Detective presents fraud prevention advice to Rotary

Edmonton Police Service Economic Crime Unit Detective Bill Allen was the guest speaker at the Rotary breakfast meeting held Wednesday morning. Allen spoke on fraud as part of Fraud Prevention Month. – Lucie Roy Photo

by Lucie Roy

Big promises and no return was the message from Edmonton Police Service Economic Crime Unit Detective Bill Allen, the Rotary guest speaker Mar. 2.

Allen, who was doing a Fraud Prevention Month presentation, said he does about 70 presentations a year, 50 of those to seniors.

“The message is that fraudsters out there will promise you everything and give you nothing in return,” Allen said, adding seniors often fall victim to fraud.

He said although seniors may be reluctant to ask questions, he encourages them to do so because they may not see themselves being deceived.

Allen told the story of one senior who lost $175,000 on a computer virus scam. The detective has even had victims see him as the bad guy, someone interfering with the victim’s promised refund.

The fraud expert also covered data mining on Facebook with all the information people post, identity theft and PIN changes, PIN pad skimming, shredding and carrying unnecessary documents in your wallet, including Social Insurance Number card, passport and birth certificate.

“It is about pre-planning [to] be a little more diligent about what you are carrying and being cognizant,” Allen said. “Go through that wallet and clean some out of it.”

Allen said if banks attached a photo of the account holder to the account they would see a drop in a lot of the things that happen with banks, especially in counterfeit cheques.

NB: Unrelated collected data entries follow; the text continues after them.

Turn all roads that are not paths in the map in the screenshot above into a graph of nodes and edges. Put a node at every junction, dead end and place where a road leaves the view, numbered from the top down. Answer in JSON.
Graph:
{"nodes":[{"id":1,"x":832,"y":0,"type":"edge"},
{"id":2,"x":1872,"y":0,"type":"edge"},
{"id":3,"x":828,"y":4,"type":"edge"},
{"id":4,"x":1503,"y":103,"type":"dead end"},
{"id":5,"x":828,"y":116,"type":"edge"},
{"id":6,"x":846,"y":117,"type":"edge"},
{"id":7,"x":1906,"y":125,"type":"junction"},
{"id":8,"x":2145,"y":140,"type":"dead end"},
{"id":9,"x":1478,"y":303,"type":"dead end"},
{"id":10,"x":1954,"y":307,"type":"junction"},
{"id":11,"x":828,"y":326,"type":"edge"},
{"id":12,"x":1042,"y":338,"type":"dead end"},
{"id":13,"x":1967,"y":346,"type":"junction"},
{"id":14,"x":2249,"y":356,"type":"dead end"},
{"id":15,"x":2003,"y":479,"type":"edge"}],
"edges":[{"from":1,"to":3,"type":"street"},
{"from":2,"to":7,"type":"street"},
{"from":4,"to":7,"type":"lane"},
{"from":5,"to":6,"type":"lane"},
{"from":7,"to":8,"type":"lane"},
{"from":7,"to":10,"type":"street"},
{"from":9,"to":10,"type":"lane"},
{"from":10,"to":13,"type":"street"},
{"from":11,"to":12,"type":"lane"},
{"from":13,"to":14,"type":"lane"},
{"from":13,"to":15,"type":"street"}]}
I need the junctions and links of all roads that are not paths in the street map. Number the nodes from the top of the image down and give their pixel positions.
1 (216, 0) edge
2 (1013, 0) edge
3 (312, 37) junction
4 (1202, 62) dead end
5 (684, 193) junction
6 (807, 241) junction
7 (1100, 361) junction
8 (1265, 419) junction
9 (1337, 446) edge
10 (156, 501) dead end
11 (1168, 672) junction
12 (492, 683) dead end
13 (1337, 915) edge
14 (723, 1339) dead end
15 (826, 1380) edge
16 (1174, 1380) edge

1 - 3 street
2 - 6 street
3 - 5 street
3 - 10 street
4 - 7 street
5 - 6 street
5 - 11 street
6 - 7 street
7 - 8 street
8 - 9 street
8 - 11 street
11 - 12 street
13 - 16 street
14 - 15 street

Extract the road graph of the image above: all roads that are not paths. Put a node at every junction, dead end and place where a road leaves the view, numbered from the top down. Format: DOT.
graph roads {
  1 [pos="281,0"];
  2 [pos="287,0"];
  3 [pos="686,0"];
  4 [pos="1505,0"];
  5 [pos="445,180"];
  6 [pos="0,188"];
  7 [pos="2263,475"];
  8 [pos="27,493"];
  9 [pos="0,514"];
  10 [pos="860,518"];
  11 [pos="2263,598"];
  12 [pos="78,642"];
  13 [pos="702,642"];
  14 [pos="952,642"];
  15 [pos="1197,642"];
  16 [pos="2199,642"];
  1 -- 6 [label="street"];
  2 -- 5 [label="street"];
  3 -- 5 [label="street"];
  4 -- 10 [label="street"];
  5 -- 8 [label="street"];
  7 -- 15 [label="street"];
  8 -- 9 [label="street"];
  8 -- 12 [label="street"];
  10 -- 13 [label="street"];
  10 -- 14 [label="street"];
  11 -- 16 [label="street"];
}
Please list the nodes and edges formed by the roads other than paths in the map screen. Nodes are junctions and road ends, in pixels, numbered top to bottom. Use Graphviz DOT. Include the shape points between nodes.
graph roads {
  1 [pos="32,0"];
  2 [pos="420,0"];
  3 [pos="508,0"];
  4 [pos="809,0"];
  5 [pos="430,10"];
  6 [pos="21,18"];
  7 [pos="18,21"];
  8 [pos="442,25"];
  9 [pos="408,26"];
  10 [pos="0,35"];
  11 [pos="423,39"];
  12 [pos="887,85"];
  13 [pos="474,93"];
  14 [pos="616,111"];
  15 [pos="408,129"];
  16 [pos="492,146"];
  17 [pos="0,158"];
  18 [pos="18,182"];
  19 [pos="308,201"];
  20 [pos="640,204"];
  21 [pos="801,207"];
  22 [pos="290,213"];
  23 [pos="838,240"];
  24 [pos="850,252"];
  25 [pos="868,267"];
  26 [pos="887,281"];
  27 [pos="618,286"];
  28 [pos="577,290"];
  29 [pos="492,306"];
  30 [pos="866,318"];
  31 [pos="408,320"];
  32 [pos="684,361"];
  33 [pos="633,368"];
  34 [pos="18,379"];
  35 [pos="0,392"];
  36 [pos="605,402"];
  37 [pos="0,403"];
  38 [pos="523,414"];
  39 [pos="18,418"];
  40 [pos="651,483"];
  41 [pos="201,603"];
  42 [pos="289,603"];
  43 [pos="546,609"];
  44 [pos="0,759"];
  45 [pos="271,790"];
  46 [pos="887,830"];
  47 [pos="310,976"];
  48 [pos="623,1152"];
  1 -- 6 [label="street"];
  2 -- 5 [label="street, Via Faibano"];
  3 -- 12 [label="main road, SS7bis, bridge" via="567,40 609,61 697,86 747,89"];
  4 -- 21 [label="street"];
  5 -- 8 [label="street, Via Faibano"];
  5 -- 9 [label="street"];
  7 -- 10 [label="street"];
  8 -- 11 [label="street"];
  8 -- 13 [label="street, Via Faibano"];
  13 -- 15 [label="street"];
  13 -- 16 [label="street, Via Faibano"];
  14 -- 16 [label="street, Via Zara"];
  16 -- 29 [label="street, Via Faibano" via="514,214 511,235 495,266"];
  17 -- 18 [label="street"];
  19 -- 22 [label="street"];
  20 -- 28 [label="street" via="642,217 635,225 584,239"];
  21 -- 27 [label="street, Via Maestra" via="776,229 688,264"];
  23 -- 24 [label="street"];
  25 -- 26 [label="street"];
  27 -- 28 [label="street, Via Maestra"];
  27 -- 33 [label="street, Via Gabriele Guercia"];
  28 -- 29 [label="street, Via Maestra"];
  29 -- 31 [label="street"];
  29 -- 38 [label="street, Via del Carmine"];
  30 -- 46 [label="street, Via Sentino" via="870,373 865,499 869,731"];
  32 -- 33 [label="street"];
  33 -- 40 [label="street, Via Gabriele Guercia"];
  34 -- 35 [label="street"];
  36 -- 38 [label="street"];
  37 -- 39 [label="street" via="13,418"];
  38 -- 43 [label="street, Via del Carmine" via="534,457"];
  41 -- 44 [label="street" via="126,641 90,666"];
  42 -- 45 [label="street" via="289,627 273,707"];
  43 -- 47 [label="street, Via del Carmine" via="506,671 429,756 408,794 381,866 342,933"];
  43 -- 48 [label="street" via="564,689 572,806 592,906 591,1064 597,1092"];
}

RFID tap-and-go is another area of fraud he cautions people to be aware of. Each card is worth about $400, and when stolen, criminals do not need the PIN. It can be used four times before it needs to be physically inserted into a PIN pad.

Debit card losses were $142 million in 2012, two-and-a-half years into chip technology. With chip cards fully implemented, last year’s losses were $8 million.

Allen said cash is king. While polymer notes are not the most secure currency in the world, it has greatly reduced counterfeiting.

It has reduced counterfeit [bills] down to one piece per million, so one counterfeit polymer passed for every million polymer note produced,” he said. “And we were at 400 [per million] in 2005.”